Cheat-Seeking Missles

Tuesday, May 31, 2005

"Le Vote 'Non'" Fallout Starts

I was reading the Guardian (London) this morning doing some research for my wife's blog, and found a good write-up of the falling out from the weekend's election in France rejecting the European Union constitution.
  • Jean-Pierre Raffarin is out as prime minister and Dominique de Villepin is in, tasked with trying to save the Cherac government after the vote. de Villepin was the leading voice in France against the war in Iraq, so it will be fun to watch him squirm a bit in his new post.
  • Charac rival Nicolas Sarkozy didn't get the PM slot, but is in at Interior Minister.
  • Opinon polls say the Dutch will reject the constitution tomorrow, by even higher margin's than France's strong 55% statement.
  • In England, Tony Blair has refused to cancel a referendum vote, even though it appears increasingly likely that the people of Great Britain and France are united on this one.

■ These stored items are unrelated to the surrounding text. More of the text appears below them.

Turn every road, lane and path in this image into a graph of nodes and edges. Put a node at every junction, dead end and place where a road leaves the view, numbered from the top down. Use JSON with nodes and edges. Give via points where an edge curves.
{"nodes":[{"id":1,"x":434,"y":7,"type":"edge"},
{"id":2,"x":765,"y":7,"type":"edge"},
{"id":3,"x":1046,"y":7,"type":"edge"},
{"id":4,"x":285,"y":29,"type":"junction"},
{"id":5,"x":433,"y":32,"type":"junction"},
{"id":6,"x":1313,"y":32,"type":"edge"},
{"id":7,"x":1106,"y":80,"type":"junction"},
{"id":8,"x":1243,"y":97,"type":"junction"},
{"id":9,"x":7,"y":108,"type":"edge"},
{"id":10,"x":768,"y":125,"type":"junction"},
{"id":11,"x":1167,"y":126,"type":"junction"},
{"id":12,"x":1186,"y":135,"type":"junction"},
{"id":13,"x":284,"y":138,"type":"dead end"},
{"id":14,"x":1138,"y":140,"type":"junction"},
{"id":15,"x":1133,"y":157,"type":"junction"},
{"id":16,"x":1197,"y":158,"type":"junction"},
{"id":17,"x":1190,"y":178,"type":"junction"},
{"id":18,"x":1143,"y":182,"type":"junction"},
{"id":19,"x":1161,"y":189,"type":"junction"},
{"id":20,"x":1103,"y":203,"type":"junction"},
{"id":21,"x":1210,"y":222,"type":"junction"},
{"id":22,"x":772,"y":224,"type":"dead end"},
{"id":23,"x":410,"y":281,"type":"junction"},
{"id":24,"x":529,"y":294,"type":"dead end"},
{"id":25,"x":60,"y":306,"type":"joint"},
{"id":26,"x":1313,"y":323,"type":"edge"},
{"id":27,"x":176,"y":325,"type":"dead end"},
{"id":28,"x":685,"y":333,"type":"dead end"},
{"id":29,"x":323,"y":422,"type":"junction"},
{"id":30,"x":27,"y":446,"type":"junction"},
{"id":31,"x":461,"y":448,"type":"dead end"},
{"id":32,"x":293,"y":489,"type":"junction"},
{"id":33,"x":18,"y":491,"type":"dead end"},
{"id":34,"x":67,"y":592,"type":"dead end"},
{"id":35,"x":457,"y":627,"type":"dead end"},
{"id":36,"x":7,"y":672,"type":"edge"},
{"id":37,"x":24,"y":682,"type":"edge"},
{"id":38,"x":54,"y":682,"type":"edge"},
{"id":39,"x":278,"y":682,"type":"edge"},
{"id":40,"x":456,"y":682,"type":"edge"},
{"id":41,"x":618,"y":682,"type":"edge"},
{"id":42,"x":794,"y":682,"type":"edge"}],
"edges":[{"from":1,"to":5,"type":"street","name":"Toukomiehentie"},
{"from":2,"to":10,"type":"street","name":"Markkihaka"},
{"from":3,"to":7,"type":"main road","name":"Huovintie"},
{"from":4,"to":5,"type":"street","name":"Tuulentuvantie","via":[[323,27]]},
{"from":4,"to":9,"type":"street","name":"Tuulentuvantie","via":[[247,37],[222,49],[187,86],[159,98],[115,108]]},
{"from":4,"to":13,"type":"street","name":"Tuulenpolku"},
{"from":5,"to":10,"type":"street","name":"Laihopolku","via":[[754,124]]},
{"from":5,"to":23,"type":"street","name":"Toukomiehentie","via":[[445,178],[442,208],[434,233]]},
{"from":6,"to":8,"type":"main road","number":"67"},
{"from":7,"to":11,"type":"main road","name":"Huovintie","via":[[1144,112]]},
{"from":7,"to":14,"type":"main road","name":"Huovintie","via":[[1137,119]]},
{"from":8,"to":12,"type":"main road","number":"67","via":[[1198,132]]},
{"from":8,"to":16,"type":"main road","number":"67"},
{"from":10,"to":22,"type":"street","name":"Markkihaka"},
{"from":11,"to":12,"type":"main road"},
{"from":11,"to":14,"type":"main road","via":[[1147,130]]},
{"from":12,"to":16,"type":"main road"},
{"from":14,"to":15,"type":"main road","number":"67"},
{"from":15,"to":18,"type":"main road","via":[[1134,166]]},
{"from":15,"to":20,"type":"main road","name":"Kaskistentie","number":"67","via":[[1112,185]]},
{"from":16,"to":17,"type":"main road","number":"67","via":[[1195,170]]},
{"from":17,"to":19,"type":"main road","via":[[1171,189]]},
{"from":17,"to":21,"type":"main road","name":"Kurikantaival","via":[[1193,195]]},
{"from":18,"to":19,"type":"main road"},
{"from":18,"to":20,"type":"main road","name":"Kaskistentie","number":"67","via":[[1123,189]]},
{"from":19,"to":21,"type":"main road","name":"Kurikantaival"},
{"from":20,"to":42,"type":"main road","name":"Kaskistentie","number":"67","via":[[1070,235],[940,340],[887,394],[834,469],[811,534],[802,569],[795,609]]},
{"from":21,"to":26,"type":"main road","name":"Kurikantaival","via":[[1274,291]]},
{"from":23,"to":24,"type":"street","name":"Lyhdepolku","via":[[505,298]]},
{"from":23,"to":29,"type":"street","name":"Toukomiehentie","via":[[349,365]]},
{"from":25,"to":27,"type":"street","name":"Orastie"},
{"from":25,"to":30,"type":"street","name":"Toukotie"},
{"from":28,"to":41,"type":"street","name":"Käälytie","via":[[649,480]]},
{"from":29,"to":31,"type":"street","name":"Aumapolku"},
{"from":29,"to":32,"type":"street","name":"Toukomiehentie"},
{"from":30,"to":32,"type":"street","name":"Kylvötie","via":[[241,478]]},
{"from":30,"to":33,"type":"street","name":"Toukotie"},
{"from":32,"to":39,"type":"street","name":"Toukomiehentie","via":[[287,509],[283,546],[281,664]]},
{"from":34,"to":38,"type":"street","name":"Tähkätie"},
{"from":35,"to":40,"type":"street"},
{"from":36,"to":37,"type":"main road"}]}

Also while Beth-Blogging, I found a book review that's related. Called Dead Europe, by Aussie novelist Christos Tsiolkas (not on Amazon yet), the book paints a picture of Europe that many of us would nod our heads to:
Dead Europe stinks. The stench is the pornographic decay of contemporary Western decadence. Isaac, an Australian photographer born to Greek immigrants, journeys through Europe in the wake of the Berlin Wall collapse and the Balkan wars. Expecting the sophisticated high culture of his youthful imagination, travels and longings, he finds something radically different. His family's home continent is a theme park. Overweight neo-bourgeois tourists swarm from Paris to Santorini, "in Prada, Gucci and Versace ... drinking, eating and speaking loudly and ostentatiously on their mobile phones", and young professionals debate the best source of ecstasy and LSD: Amsterdam, London or Barcelona? Beneath it all lies the rot of dead and damaged bodies: newer ones of prostitutes and asylum-seekers, untermenschen from beyond the eastern limits of Old Europe; older ones from death camps, pogroms, purges and revolutions. The land of Dead Europe is stained and haunted.

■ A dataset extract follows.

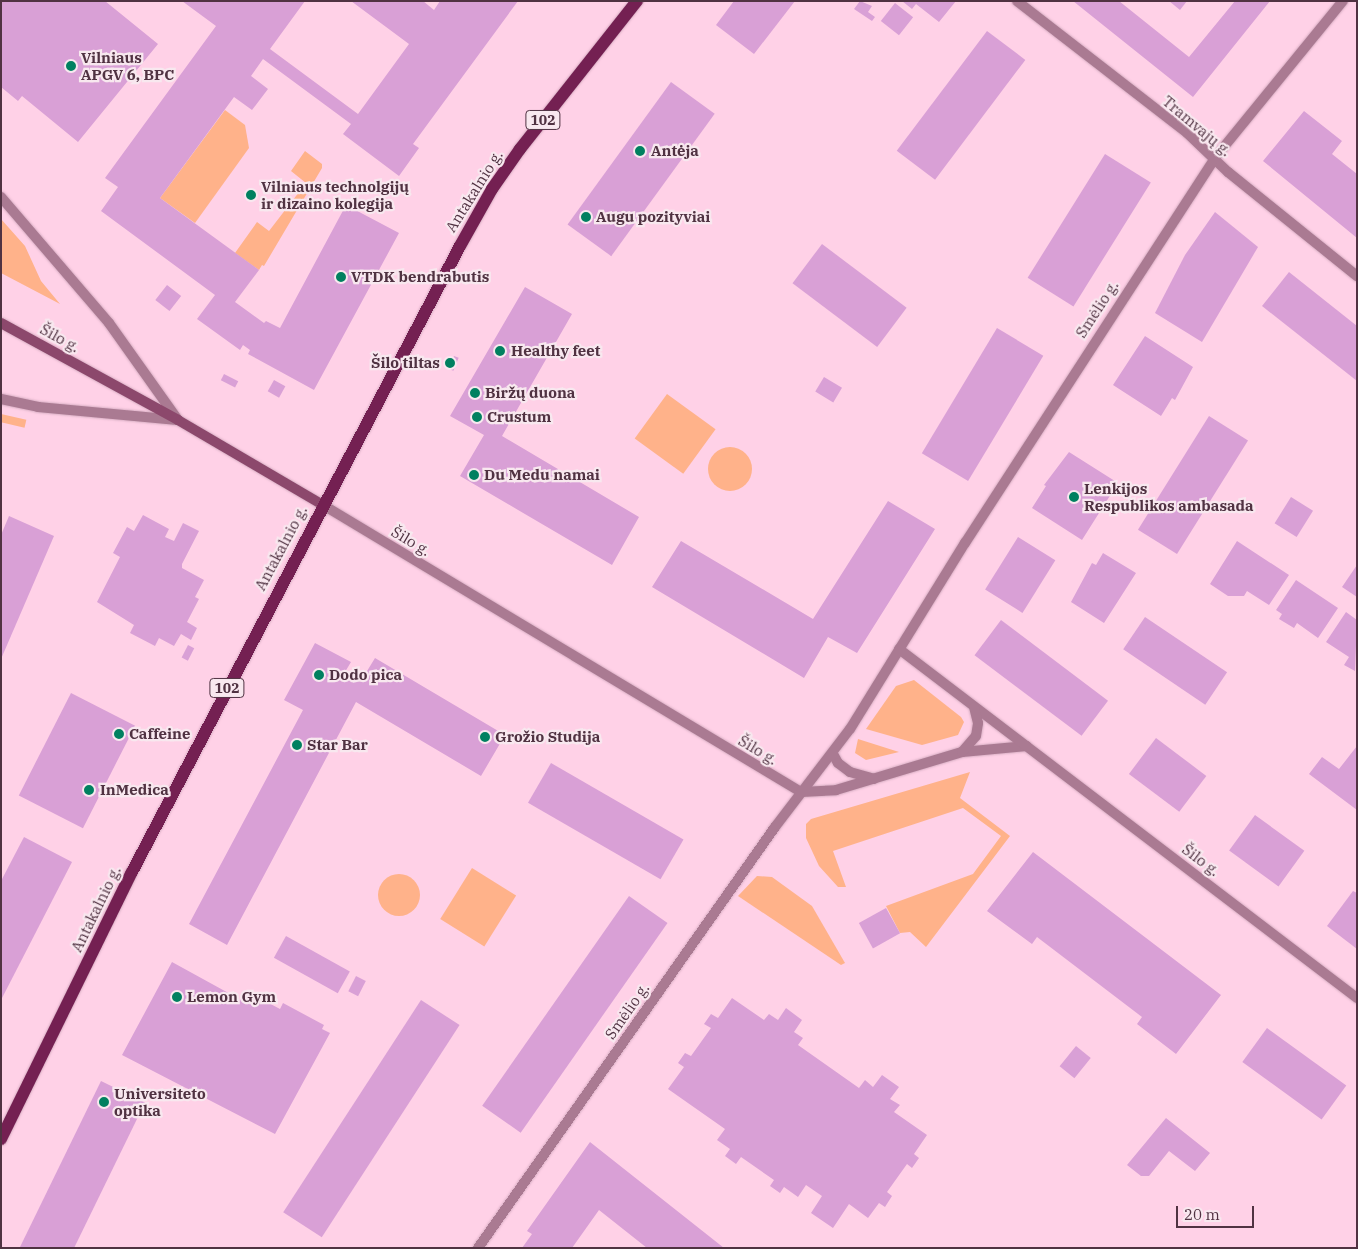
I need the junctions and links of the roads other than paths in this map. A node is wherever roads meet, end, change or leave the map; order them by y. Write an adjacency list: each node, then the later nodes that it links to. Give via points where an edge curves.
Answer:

The EU vote may be a sign that Europe is coming back from the dead. I think that's probably too optimistic a take on the situation, but I am a believer in pendulums, and Europe has swung terribly far towards the dysfunctional, decadent and dead. Some day, it will start moving back towards a healthier position and the pressures of this vote, dealing with Muslimification and the failure of Socialism are all instruments toward that end.